In Austin’s estimation, Carvalho has done a solid job balancing these interests out of the gate while also staying focused on students’ needs.
“He seems like the kind of leader who is unafraid to say the quiet part out loud and and unafraid to challenge the entrenched status quo on behalf of children who can’t advocate for themselves,” he said.
In particular, Carvalho has not shied away from being brutally honest about the reality of student learning loss; standardized test scores revealed that students lost approximately five years of academic gains during distance learning. Nor has Carvalho ignored the fact that 46% of students were chronically absent – meaning they missed at least 9% of the academic year – during the 2021-2022 school year.
He helped tackle the absenteeism with robust community outreach and his ‘iAttend’ days, where he alongside district staff went door-to-door looking for absent students. Over 9,000 of these visits were conducted over the past year, which Carvalho partially credits for the 10% decline in chronic absenteeism this academic year.
Carvalho’s cornerstone strategy to address learning loss – two bonus schools days a semester known as Acceleration Days – ultimately received a somewhat lackluster attendance of just under 40,000 students in their first iteration on Dec. 19 and 20.
Carvalho attributed this, in part, to the fact that he had to move the planned days from the middle of the semester to the end of the semester in a compromise agreement with the teachers union, United Teachers Los Angeles. UTLA alleged that the days were added to the calendar without adequate labor negotiations.
“The right students came to school, meaning the ones who needed it most,” said Carvalho, who still considered the days a success. “80% of the students who made up that 40,000 were the most academically fragile students.”
Contract negotiations with UTLA will be the next big battlefield for Carvalho.

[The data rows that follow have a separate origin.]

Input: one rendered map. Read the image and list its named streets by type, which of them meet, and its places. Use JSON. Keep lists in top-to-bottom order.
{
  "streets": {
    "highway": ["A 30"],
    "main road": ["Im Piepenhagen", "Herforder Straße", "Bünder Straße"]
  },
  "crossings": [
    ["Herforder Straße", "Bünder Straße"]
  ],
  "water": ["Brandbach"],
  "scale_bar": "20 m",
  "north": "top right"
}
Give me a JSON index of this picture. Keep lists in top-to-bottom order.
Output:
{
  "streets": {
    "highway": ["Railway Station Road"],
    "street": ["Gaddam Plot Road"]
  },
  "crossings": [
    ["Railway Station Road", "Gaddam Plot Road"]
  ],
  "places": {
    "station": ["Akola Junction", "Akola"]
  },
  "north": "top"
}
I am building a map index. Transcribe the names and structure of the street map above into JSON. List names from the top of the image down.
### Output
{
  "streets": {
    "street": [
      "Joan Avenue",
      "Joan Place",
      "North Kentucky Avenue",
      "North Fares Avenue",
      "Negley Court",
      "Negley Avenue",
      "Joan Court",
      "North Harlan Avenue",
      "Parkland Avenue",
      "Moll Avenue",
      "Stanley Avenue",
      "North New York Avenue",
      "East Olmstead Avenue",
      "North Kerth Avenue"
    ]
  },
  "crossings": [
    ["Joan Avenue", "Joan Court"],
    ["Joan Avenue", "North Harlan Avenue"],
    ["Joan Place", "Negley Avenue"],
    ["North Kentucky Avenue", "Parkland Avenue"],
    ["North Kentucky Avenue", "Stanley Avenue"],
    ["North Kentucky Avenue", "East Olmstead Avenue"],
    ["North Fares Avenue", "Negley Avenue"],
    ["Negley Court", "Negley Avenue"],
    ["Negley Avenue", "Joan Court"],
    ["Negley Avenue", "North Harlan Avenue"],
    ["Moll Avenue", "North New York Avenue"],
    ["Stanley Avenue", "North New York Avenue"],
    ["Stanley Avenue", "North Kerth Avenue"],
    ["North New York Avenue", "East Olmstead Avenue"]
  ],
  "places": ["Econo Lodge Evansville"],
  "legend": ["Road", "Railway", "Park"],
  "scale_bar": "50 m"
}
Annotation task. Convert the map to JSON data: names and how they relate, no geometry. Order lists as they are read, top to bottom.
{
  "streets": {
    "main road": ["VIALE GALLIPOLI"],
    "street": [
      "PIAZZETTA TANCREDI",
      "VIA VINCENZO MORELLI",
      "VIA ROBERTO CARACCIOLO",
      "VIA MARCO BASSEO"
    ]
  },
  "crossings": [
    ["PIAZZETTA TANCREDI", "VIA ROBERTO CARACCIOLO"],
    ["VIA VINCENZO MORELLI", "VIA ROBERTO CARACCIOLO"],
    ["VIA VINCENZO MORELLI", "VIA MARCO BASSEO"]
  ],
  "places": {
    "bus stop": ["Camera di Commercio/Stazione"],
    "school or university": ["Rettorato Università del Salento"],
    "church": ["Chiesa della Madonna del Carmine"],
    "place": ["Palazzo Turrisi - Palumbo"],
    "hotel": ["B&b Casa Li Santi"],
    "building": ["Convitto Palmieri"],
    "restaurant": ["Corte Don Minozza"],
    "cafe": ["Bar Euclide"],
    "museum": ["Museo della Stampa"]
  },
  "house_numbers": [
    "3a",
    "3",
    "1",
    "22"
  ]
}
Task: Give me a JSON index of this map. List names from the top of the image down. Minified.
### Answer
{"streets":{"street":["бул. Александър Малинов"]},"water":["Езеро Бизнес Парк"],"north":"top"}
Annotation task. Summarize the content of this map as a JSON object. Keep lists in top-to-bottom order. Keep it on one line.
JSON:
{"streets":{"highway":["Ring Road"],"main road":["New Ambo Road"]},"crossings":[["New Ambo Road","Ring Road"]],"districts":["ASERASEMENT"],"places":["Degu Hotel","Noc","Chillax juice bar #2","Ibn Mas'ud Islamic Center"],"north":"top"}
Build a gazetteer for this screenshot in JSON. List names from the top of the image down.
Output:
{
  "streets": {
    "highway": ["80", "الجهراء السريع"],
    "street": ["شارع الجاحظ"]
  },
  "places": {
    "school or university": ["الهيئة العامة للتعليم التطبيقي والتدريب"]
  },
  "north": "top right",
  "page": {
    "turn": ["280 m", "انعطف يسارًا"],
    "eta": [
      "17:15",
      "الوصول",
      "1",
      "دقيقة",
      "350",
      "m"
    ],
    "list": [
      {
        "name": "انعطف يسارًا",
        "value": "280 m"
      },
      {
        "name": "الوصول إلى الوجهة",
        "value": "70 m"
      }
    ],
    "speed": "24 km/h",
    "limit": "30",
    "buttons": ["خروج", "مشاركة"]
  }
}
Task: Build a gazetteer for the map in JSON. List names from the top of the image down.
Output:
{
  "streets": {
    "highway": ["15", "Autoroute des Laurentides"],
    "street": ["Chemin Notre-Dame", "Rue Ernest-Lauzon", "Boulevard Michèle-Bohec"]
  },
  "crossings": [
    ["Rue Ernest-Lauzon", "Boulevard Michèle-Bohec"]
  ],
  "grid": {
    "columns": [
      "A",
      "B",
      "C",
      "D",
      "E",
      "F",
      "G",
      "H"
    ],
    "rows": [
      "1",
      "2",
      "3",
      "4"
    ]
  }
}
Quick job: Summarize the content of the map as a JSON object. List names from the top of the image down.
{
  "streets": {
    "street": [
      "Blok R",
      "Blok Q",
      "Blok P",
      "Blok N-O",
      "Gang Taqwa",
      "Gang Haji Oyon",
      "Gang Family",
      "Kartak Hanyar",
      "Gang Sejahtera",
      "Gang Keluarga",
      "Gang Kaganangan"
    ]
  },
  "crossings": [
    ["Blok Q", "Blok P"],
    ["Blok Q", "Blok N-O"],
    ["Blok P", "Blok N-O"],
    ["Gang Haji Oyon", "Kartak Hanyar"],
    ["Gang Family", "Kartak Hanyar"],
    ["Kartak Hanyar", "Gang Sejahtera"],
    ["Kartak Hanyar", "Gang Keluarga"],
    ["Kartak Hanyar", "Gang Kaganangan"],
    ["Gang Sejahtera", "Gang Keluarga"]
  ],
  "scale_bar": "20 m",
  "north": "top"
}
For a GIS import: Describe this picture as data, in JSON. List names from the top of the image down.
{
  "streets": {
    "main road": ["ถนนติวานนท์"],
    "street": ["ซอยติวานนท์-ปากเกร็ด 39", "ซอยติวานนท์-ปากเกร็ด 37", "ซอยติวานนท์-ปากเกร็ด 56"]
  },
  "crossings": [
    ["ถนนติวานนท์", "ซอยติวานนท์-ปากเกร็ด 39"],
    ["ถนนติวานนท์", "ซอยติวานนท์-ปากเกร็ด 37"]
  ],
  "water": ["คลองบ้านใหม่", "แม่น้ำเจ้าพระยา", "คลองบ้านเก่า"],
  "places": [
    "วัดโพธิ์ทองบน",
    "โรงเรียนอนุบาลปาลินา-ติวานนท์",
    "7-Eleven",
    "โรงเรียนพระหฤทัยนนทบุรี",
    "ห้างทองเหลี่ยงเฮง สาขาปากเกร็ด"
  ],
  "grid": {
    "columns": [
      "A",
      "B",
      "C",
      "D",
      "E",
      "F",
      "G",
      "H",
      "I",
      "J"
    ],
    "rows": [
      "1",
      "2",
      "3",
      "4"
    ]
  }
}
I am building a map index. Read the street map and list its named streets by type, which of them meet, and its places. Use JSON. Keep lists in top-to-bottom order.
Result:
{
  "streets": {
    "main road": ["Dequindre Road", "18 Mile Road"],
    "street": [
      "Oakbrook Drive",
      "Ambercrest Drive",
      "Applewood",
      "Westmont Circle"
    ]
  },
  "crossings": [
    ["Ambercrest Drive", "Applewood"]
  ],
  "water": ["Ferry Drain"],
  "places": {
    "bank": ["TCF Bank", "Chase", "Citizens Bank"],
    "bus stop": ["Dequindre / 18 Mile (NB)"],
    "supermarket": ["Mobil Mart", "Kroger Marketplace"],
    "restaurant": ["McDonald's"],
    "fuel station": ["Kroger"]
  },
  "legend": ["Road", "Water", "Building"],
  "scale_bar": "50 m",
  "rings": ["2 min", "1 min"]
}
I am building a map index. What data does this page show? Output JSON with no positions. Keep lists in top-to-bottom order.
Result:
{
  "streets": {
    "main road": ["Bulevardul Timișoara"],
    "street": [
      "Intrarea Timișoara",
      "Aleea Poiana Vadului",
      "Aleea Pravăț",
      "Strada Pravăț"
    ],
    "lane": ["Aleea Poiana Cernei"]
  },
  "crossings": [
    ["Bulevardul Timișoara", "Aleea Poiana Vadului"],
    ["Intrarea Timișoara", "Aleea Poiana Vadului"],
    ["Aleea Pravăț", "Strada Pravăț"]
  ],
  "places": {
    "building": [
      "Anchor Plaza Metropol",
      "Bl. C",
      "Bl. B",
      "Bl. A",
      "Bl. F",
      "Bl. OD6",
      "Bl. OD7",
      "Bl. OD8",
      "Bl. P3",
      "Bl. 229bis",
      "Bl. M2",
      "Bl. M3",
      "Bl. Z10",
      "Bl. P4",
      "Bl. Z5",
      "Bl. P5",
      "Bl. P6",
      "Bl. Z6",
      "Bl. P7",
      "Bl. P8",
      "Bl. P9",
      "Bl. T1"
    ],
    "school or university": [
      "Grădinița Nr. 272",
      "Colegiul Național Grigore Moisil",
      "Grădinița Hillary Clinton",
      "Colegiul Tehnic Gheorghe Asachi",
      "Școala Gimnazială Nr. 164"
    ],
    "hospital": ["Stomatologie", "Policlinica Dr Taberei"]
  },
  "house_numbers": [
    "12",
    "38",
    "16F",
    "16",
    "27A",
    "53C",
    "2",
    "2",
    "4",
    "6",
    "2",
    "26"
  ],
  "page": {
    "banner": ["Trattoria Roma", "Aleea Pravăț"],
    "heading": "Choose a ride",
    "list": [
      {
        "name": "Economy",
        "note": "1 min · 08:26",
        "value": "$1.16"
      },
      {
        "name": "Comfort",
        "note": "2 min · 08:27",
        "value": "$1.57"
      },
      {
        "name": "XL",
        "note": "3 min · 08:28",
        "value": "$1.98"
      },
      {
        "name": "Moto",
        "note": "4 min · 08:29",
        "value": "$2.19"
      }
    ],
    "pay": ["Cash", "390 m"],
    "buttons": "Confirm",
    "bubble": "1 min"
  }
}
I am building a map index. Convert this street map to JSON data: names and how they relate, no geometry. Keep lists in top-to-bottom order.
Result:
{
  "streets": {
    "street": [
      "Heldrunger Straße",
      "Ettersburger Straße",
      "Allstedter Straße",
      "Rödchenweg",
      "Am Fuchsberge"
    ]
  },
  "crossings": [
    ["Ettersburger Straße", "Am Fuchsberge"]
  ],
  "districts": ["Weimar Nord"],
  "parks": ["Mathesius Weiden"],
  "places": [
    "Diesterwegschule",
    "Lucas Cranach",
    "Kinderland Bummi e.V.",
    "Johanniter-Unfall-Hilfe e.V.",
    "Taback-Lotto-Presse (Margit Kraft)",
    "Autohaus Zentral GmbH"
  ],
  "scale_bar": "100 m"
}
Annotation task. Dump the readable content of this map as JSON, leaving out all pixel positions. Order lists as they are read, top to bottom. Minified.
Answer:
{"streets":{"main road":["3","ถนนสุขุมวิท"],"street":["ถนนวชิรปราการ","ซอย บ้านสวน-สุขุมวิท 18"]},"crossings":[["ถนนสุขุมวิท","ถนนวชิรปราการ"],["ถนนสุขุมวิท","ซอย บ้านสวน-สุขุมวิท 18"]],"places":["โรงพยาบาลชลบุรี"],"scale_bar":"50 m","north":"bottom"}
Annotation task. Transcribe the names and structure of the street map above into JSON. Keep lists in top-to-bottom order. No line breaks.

Union leaders have rejected the district’s pay proposals thus far and demanded they bring more to the table.
His predecessor Austin Beutner contended with a six-day teacher strike.
Carvalho will also have to negotiate an agreement with SEIU Local 99, the union representing around 35,000 non-teaching staff including bus drivers, custodians and special education assistants. SEIU has also turn their noses up at the district’s proposals and recently voted to authorize a strike in the case that negotiations continue to stall.
“I am not satisfied with the pace of negotiations,” said Carvalho. “We have more resources to put at the table. I’m anxious for the opportunities to negotiate more aggressively.”
His ability to settle these complex negotiations and avert two potentially disruptive highly will serve as a litmus test for his ability to command control of the district going forward, Austin said.
“His predecessor very quickly caved to all of the utilities demands and seemed to make very little effort to advocate for teacher quality in contract negotiations,” he said. “How Carvalho handles the UTLA contract negotiations and the lines that he draws in the sand are going to say a lot about about his values and his priorities as a leader of LA schools.”